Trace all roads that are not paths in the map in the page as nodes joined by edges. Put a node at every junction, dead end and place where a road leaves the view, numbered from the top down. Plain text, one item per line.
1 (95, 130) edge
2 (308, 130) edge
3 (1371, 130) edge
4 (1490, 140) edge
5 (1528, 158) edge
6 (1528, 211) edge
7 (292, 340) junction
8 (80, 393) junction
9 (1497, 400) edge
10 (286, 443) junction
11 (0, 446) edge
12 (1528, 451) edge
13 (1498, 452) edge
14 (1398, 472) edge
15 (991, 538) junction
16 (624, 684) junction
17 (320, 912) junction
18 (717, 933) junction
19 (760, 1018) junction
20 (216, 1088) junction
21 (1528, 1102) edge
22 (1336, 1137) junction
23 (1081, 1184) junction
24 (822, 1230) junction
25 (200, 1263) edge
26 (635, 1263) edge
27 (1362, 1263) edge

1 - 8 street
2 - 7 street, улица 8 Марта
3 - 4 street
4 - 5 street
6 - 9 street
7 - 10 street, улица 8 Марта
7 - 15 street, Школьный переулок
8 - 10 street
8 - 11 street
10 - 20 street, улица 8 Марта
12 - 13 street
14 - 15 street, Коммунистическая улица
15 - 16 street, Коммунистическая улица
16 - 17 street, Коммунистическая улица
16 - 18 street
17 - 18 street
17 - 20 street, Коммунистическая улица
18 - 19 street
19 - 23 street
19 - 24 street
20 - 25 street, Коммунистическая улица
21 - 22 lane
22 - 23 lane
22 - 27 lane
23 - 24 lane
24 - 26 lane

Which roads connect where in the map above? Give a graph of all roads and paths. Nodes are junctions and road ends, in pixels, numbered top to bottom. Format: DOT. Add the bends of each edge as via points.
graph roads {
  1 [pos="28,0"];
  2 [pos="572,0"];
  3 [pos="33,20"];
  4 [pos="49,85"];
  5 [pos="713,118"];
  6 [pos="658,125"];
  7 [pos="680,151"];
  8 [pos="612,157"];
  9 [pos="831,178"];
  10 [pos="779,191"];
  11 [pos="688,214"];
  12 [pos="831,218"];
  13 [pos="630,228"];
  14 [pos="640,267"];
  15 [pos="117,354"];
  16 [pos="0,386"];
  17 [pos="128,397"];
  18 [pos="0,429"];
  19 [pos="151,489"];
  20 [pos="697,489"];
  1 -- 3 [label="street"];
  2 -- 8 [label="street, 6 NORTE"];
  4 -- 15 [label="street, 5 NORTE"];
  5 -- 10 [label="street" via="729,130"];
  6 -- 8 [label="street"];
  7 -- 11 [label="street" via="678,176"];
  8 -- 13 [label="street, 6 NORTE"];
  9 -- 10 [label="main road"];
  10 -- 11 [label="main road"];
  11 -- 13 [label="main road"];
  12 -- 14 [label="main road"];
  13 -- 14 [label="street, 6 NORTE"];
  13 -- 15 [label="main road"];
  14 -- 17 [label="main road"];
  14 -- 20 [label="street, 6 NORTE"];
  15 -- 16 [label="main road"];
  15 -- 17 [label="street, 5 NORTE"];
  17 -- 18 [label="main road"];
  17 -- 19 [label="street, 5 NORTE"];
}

● ● ●

EXERCISE AIM
The complete material above is to be retyped word for word.

ANSWER SPACE
Trace all roads that are not paths in the map in the page as nodes joined by edges. Put a node at every junction, dead end and place where a road leaves the view, numbered from the top down. Plain text, one item per line.
1 (95, 130) edge
2 (308, 130) edge
3 (1371, 130) edge
4 (1490, 140) edge
5 (1528, 158) edge
6 (1528, 211) edge
7 (292, 340) junction
8 (80, 393) junction
9 (1497, 400) edge
10 (286, 443) junction
11 (0, 446) edge
12 (1528, 451) edge
13 (1498, 452) edge
14 (1398, 472) edge
15 (991, 538) junction
16 (624, 684) junction
17 (320, 912) junction
18 (717, 933) junction
19 (760, 1018) junction
20 (216, 1088) junction
21 (1528, 1102) edge
22 (1336, 1137) junction
23 (1081, 1184) junction
24 (822, 1230) junction
25 (200, 1263) edge
26 (635, 1263) edge
27 (1362, 1263) edge

1 - 8 street
2 - 7 street, улица 8 Марта
3 - 4 street
4 - 5 street
6 - 9 street
7 - 10 street, улица 8 Марта
7 - 15 street, Школьный переулок
8 - 10 street
8 - 11 street
10 - 20 street, улица 8 Марта
12 - 13 street
14 - 15 street, Коммунистическая улица
15 - 16 street, Коммунистическая улица
16 - 17 street, Коммунистическая улица
16 - 18 street
17 - 18 street
17 - 20 street, Коммунистическая улица
18 - 19 street
19 - 23 street
19 - 24 street
20 - 25 street, Коммунистическая улица
21 - 22 lane
22 - 23 lane
22 - 27 lane
23 - 24 lane
24 - 26 lane

Which roads connect where in the map above? Give a graph of all roads and paths. Nodes are junctions and road ends, in pixels, numbered top to bottom. Format: DOT. Add the bends of each edge as via points.
graph roads {
  1 [pos="28,0"];
  2 [pos="572,0"];
  3 [pos="33,20"];
  4 [pos="49,85"];
  5 [pos="713,118"];
  6 [pos="658,125"];
  7 [pos="680,151"];
  8 [pos="612,157"];
  9 [pos="831,178"];
  10 [pos="779,191"];
  11 [pos="688,214"];
  12 [pos="831,218"];
  13 [pos="630,228"];
  14 [pos="640,267"];
  15 [pos="117,354"];
  16 [pos="0,386"];
  17 [pos="128,397"];
  18 [pos="0,429"];
  19 [pos="151,489"];
  20 [pos="697,489"];
  1 -- 3 [label="street"];
  2 -- 8 [label="street, 6 NORTE"];
  4 -- 15 [label="street, 5 NORTE"];
  5 -- 10 [label="street" via="729,130"];
  6 -- 8 [label="street"];
  7 -- 11 [label="street" via="678,176"];
  8 -- 13 [label="street, 6 NORTE"];
  9 -- 10 [label="main road"];
  10 -- 11 [label="main road"];
  11 -- 13 [label="main road"];
  12 -- 14 [label="main road"];
  13 -- 14 [label="street, 6 NORTE"];
  13 -- 15 [label="main road"];
  14 -- 17 [label="main road"];
  14 -- 20 [label="street, 6 NORTE"];
  15 -- 16 [label="main road"];
  15 -- 17 [label="street, 5 NORTE"];
  17 -- 18 [label="main road"];
  17 -- 19 [label="street, 5 NORTE"];
}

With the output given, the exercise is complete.